Sorry, again, Anya … I really mean it this time. Restart your ‘no posting about computer stuff’ timer!

I was able to cobble together a functional configuration to authenticate users through an OpenID identity provider. This approach combined the vendor documentation, ten different forum posts, and some debugging of my own. Which is to say … not immediately obvious.

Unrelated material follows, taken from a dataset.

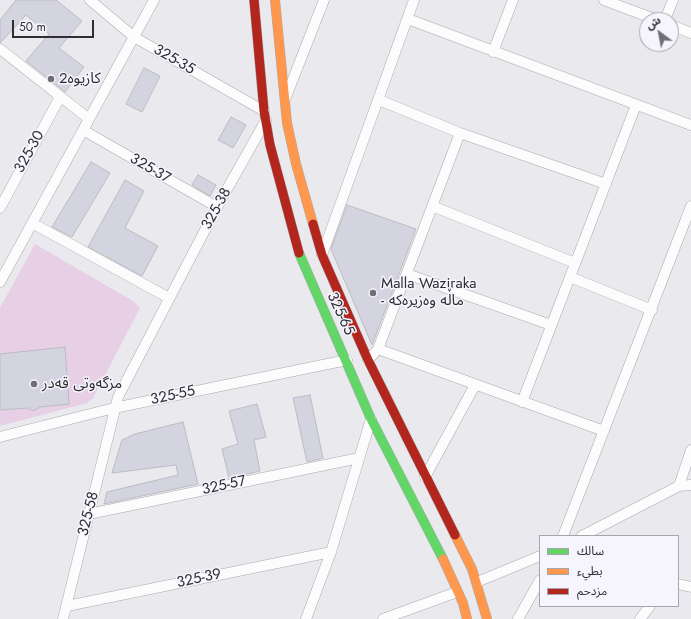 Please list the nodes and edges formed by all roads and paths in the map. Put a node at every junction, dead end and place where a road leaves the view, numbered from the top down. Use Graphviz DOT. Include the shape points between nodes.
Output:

Importantly, you can enable debug logging on just the authentication component. Trying to read through the logs when debug logging is set globally is unreasonable. To enable debug logging for JWT, add the following to config/log4j2.properties

logger.securityjwt.name = com.amazon.dlic.auth.http.jwt
logger.securityjwt.level = debug

On the OpenSearch Dashboard server, add the following lines to ./opensearch-dashboards/config/opensearch_dashboards.yml

opensearch_security.auth.type: "openid"
opensearch_security.openid.connect_url: "https://IdentityProvider.example.com/.well-known/openid-configuration"
opensearch_security.openid.client_id: "<PRIVATE>"
opensearch_security.openid.client_secret: "<PRIVATE>"
opensearch_security.openid.scope: "openid "
opensearch_security.openid.header: "Authorization"
opensearch_security.openid.base_redirect_url: "https://opensearch.example.com/auth/openid/login"

On the OpenSearch servers, in ./config/opensearch.yml, make sure you have defined plugins.security.ssl.transport.truststore_filepath

While this configuration parameter is listed as optional, something needs to be in there for the OpenID stuff to work. I just linked the cacerts from our JDK installation into the config directory.

If needed, also configure the following additional parameters. Since I was using the cacerts truststore from our JDK, I was able to use the defaults.

plugins.security.ssl.transport.truststore_typeThe type of the truststore file, JKS or PKCS12/PFX. Default is JKS.
plugins.security.ssl.transport.truststore_aliasAlias name. Optional. Default is all certificates.
plugins.security.ssl.transport.truststore_passwordTruststore password. Default is changeit.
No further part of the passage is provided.